If you want a lot of very specific data, you can request a bulk download of your FitBit data by logging into the FitBit site and using Google Takeout. The result will be a (most likely) large download containing many different sub-folders with different types of data. Even though not every sub-folder will have data for you, it will have a plain-text README file that explains what the other files are, and how they’re structured. The other files, if they exist, will be .csv (spreadsheet) files. You’ll then need to wade through this data to find what you’re looking for, and write code (or vibe-code) something to extract that data in a format that’s easier for you to work with.
What can this look like?
Crochet
- Granny square: Make a granny square for each week. You can potentially incorporate different granny square patterns as a way to represent something else about the week (e.g. your qualitative evaluation — do you feel like it was a good week or a bad one?) If you’re tracking two kinds of data (e.g. sleep and step count), divvy up the clusters between those two properties. (For instance, you could have an inner section represent one, and the other section represent the other; or you could split it right/left or along a diagonal. This also scales up to more than two properties.) Use proportion (by converting the 7 values for the week into a % of the total cluster stitches) to map to the values. Map ranges of values onto different colors. Crochet the granny square for each week then combine them all into a blanket.

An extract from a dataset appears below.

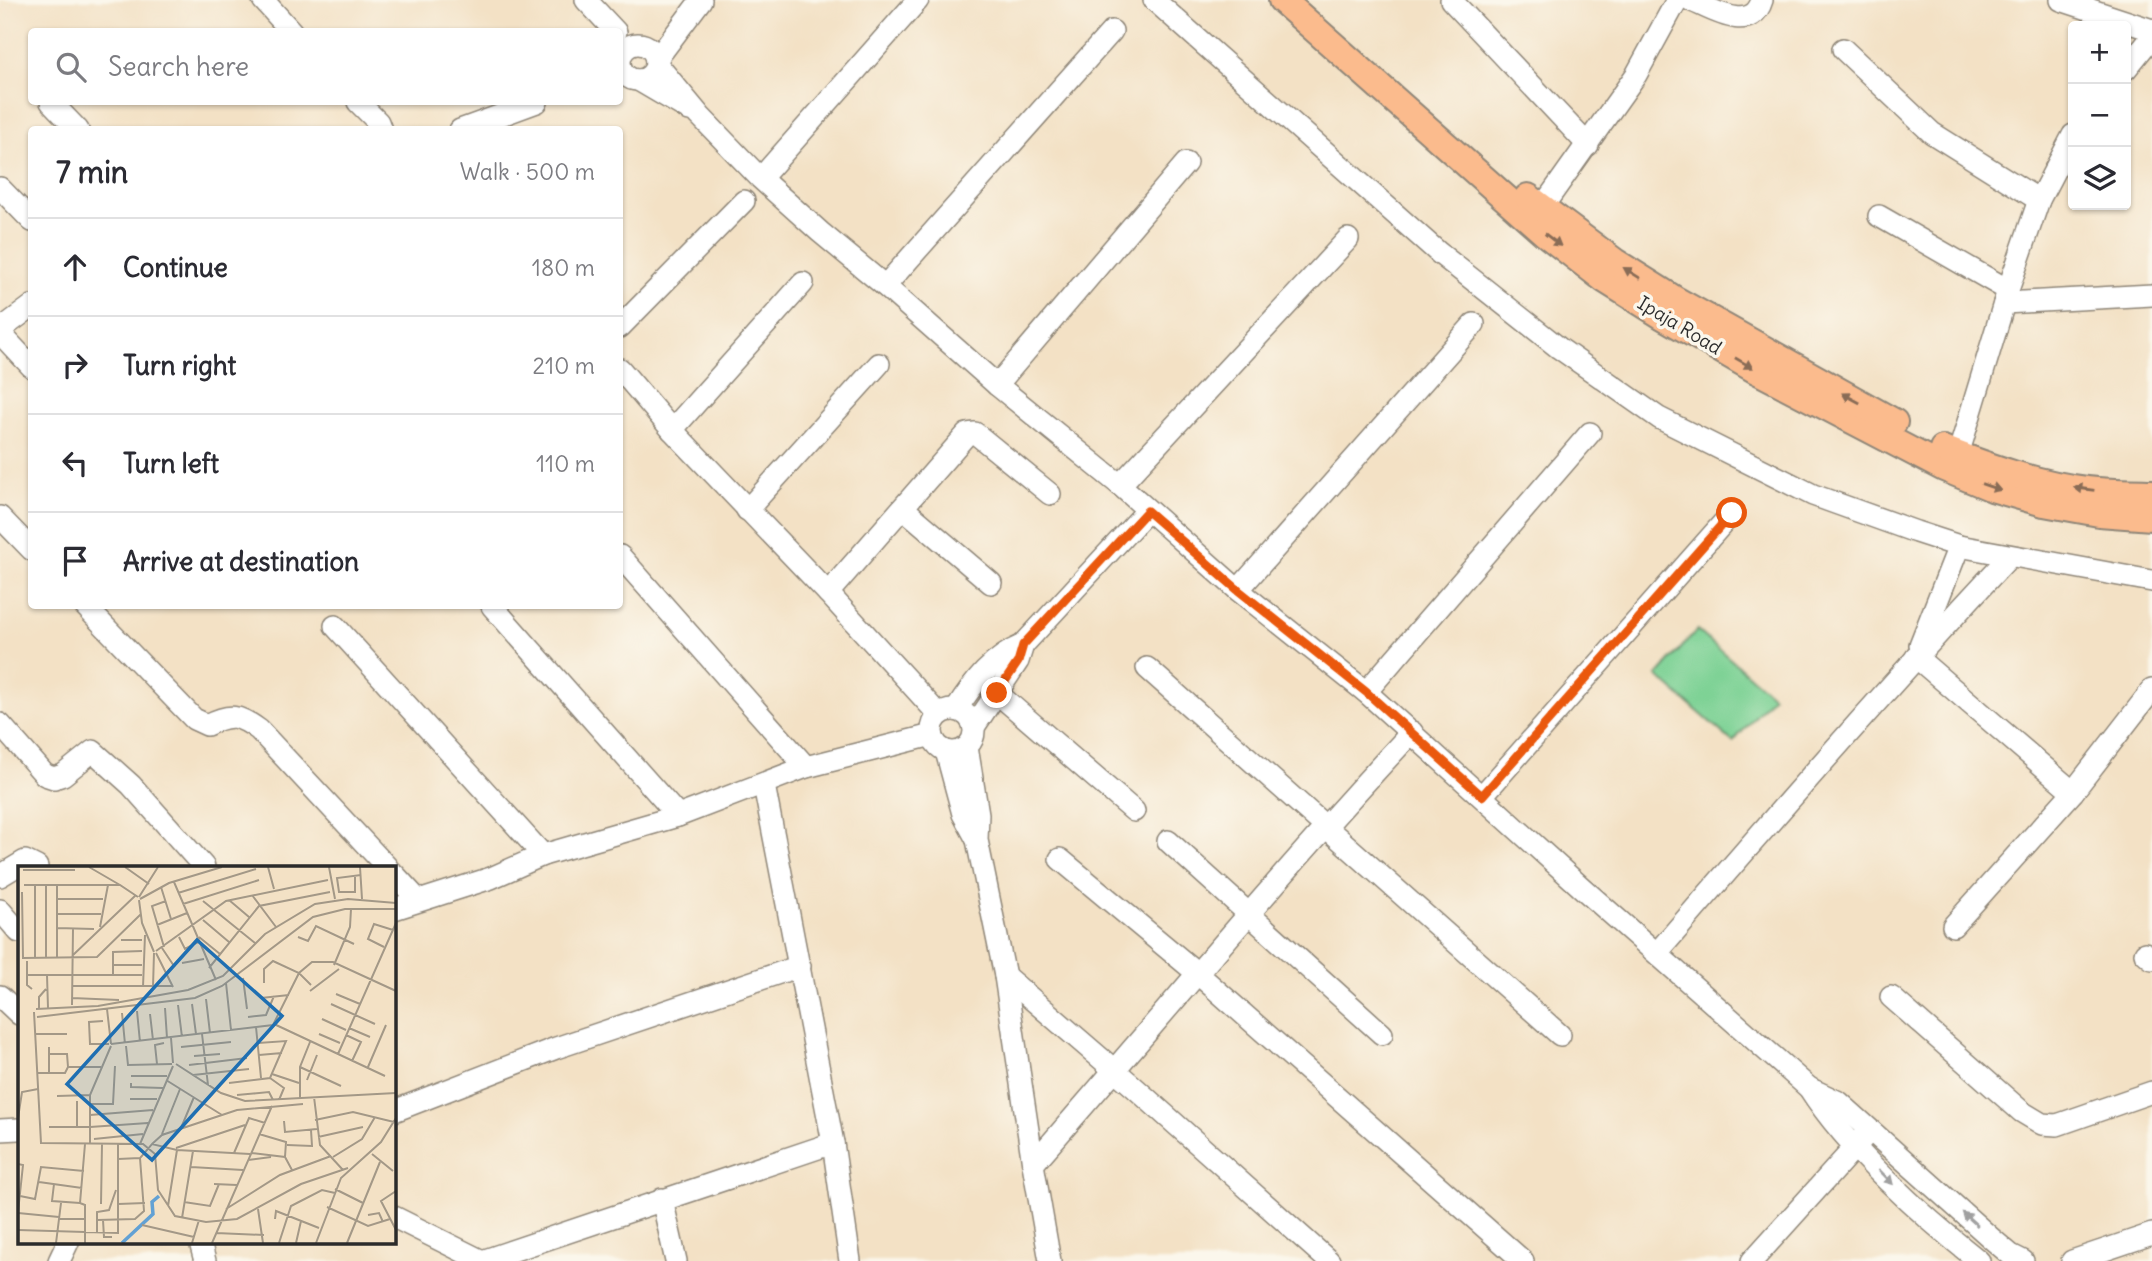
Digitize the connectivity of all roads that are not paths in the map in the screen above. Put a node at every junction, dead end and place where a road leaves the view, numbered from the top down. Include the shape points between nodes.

- Granny square variant: If you already have made a granny square based garment (e.g. granny hexagon sweater, etc.), check and see if the final number of clusters is roughly compatible with the quantity of data you want to represent. If it’s too big, you may be able to add more days’ worth of data as you’re working on the project; if it’s too small, you can scale back the range you’re trying to visualize. Map ranges to colors and stitch the garment according to your spreadsheet.
Quilting
- Quilt squares: Quilt squares work similarly to granny squares. Pick one or more quilt square patterns where the number of pieces map reasonably well to a week’s worth of the data you want to visualize, map ranges of values to colors, and create the squares for a quilt top.
Weaving
- Rigid heddle loom: If you’re visualizing two pieces of information, you can set up the warp for your rigid heddle loom with A) the most common value of each piece of information, alternating across the warp or; B) calculate out the most common value-pairs of the two pieces of information (e.g. “how often do we have the pair “1-3” vs. “1-2” vs “2-3”, etc.) and use that proportion to warp your loom (e.g. “the first 20% of the warp is alternating colors 1-3”.) Then weave the data as one pick for the first value, and one pick for the second value.
- Rigid heddle loom alternate: You can weave the two values using clasped wefts. This may leave you with different choices for what to do with the warp.